Biden criticizes Texas and Mississippi governors for lifting Covid-19 restrictions: “Neanderthal thinking”

One person is given the Johnson & Johnson Covid-19 vaccine in Columbus, Ohio, on March 2.
One person is given the Johnson & Johnson Covid-19 vaccine in Columbus, Ohio, on March 2. Jay LaPrete / AP

President Biden’s coronavirus response team learned two things in his first week in office: Johnson & Johnson’s unique coronavirus vaccine was highly effective, but the company kept millions of doses behind its production program. .

Preliminary talks that began under the Trump administration about a vaccine-making partnership between the pharmaceutical giant and its competitor, Merck, whose own vaccination attempt had failed, were “incremental” and were going nowhere quickly. according to two senior administration officials. And Johnson & Johnson seemed reluctant to commit to a large-scale deal with Merck, officials said.

“They just weren’t all there,” one official told CNN.

That changed when Jeff Zients, the tsar of the White House coronavirus, called Johnson & Johnson CEO Alex Gorsky on a Sunday in early February and urged the company to know the time, stressing that the United States they are in a “national emergency” and it was time to go “big and bold.”

“You can’t be small and growing in your thinking. We have to overwhelm this problem,” said a senior administration official, who recounted the conversation, which lasted an hour longer than the scheduled 15 minutes.

Zients reminded Gorsky — a West Point graduate and U.S. military veteran — of Johnson & Johnson’s major contributions during World War II, including the manufacture of the first adhesive tape and other military supplies. Just as Americans remembered Johnson & Johnson’s contributions, their efforts to speed up vaccination of Americans would be their new legacy, according to Zients, according to two senior officials.

“This was really a turning point,” one official said, noting that Gorsky “took” the approach and discussions about a large-scale partnership with Merck became more serious.

Staying on top of this conversation and others between Biden administration officials and executives from both companies was Biden’s authority under the Defense Production Act to force companies to partner if they didn’t want to. A senior administration official said the authority was never explicitly threatened in talks with both companies, but added that it was implicitly a motivating factor.

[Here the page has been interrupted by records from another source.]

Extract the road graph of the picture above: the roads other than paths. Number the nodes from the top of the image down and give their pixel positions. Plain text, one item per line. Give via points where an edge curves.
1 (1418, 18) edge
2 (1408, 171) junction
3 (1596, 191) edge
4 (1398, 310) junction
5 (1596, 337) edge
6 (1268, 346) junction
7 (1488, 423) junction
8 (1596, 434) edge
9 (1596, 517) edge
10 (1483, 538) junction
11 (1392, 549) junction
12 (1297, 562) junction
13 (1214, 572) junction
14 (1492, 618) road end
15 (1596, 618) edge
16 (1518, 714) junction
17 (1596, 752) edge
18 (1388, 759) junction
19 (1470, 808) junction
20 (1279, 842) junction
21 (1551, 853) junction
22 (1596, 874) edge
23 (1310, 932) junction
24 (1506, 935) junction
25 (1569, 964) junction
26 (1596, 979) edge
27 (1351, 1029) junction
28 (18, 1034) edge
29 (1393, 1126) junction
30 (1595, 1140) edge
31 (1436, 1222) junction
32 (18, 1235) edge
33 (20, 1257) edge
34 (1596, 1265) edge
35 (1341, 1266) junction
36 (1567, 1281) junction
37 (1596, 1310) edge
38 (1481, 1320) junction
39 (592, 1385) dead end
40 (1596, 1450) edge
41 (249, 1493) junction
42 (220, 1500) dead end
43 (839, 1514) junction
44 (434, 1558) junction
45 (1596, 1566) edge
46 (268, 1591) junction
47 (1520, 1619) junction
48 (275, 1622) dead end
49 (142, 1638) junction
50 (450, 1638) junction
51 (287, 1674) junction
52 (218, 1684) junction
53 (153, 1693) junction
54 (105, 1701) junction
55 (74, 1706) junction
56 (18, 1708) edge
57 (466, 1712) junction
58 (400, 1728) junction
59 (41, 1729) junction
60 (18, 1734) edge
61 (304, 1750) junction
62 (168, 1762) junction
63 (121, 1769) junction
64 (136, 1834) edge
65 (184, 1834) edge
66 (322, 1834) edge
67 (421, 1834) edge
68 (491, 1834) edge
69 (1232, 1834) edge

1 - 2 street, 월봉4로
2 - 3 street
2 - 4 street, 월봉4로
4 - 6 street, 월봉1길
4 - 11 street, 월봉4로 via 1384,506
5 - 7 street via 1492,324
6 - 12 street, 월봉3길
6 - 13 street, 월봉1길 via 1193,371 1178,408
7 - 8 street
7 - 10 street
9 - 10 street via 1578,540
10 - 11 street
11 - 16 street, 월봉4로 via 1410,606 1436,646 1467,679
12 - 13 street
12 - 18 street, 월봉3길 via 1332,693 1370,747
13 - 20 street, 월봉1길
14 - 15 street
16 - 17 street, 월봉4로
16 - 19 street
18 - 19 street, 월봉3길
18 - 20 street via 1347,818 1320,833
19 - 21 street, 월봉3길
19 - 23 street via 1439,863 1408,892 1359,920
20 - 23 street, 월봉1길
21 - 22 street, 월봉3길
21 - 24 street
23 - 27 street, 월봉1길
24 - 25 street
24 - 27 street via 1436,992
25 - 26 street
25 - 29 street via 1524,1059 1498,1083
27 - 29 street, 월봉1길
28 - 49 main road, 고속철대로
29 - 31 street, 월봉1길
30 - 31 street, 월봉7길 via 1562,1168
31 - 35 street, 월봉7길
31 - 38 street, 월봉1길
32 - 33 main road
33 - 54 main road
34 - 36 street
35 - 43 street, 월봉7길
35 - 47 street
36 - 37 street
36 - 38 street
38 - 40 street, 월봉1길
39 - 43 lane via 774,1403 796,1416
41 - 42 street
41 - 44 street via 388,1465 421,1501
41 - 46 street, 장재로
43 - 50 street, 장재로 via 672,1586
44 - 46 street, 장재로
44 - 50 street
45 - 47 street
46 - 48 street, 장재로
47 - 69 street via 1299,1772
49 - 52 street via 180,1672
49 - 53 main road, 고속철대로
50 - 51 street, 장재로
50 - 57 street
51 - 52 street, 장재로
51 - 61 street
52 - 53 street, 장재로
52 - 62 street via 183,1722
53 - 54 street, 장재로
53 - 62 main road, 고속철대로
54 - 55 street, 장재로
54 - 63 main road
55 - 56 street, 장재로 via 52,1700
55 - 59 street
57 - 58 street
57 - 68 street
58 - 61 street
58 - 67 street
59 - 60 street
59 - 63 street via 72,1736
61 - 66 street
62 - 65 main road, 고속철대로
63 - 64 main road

“The DPA is always there, implicitly as a tool, bringing people to the table and putting people on their feet,” the official said.

The administration would have been willing to invoke DPA coercive authorities if the two companies had not reached an agreement, but it would not have been necessary, the official said. Instead, Biden is exercising other authorities under the DPA to invest $ 105 million to help Merck refurbish its manufacturing facilities to produce the vaccine on a large scale and to accelerate the supply of key materials for vaccine production. and Johnson & Johnson.